What the task asks. Would you return every line of the listing below that has "tunnel" in it?
[[ Available data, beginning ]]
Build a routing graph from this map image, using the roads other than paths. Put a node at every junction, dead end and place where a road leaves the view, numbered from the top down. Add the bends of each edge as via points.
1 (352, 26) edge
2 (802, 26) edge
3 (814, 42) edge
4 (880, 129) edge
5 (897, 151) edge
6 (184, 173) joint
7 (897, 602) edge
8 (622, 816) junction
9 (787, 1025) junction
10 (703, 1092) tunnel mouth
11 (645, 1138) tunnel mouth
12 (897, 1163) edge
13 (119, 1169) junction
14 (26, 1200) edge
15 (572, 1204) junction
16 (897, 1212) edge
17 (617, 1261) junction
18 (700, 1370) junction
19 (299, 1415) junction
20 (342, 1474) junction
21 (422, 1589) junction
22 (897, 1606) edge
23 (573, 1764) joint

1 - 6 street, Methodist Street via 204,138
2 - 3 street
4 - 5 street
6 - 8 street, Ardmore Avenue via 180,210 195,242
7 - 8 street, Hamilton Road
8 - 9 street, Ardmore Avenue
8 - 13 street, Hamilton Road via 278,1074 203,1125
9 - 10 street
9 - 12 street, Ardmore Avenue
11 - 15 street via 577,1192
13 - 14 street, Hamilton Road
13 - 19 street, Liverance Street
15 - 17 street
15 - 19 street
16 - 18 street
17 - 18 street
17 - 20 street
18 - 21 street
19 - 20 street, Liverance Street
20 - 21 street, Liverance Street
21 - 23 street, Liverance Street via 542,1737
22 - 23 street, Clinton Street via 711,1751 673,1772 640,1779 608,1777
[[ Available data, end ]]
[[ Available data, beginning ]]
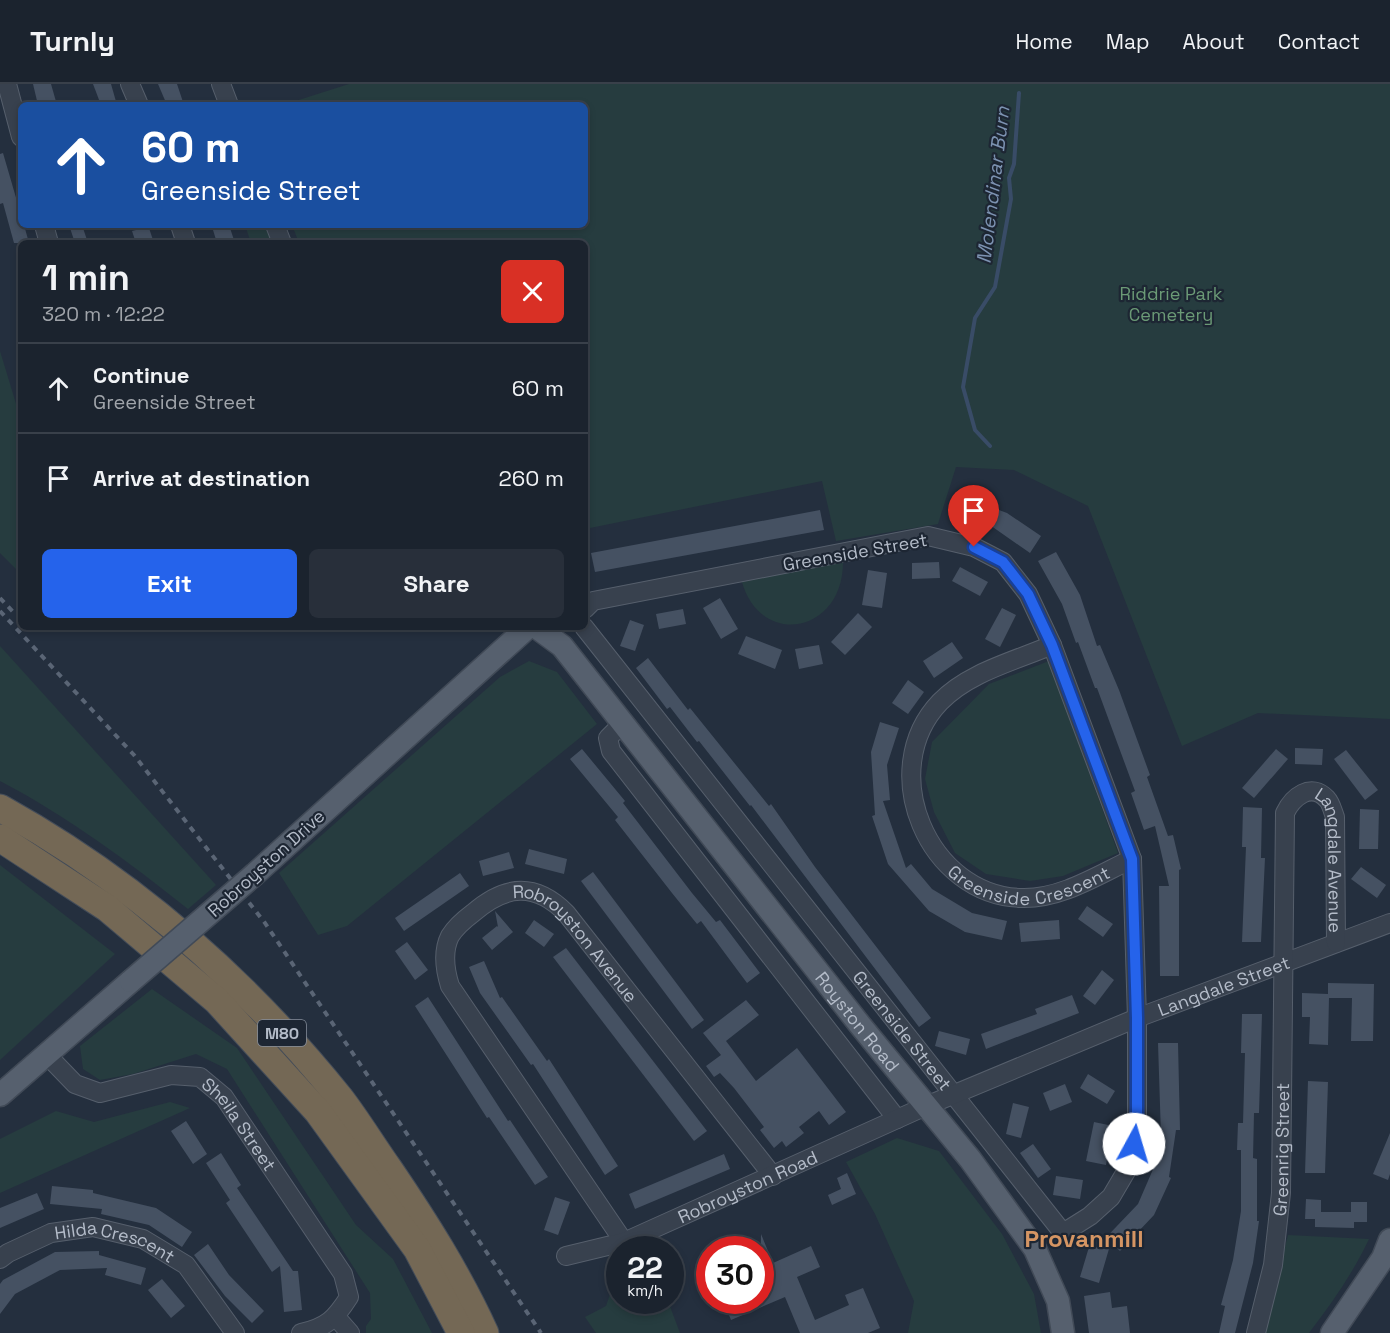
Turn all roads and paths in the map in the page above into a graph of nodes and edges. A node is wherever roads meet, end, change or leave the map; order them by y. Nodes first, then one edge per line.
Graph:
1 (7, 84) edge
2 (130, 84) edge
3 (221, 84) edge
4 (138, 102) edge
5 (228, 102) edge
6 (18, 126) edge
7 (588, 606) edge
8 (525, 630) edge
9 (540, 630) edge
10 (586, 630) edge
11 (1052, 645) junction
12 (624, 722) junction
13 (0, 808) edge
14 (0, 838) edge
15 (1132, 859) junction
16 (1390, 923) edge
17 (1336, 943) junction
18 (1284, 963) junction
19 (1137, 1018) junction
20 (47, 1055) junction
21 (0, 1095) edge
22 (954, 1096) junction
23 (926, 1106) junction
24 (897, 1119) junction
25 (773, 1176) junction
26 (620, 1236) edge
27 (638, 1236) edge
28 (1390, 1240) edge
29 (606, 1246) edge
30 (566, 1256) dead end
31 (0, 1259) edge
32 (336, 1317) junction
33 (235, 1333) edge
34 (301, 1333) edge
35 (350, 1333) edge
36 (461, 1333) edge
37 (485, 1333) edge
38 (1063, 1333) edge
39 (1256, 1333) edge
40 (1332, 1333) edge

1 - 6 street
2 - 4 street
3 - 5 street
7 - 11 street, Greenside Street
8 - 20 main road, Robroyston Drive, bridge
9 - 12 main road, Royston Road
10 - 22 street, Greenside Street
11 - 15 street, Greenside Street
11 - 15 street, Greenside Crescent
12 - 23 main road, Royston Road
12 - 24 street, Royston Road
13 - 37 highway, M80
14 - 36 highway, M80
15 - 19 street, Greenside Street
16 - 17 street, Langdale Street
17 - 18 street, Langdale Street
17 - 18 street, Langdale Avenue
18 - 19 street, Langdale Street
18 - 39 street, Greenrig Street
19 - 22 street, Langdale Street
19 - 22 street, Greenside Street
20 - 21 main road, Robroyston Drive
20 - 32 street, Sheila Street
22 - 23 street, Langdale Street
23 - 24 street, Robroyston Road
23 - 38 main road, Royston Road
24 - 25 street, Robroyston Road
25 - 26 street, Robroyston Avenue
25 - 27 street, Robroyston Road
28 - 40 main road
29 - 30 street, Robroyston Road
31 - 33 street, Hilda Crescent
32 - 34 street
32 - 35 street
[[ Available data, end ]]
Answer for this exercise.
10 (703, 1092) tunnel mouth
11 (645, 1138) tunnel mouth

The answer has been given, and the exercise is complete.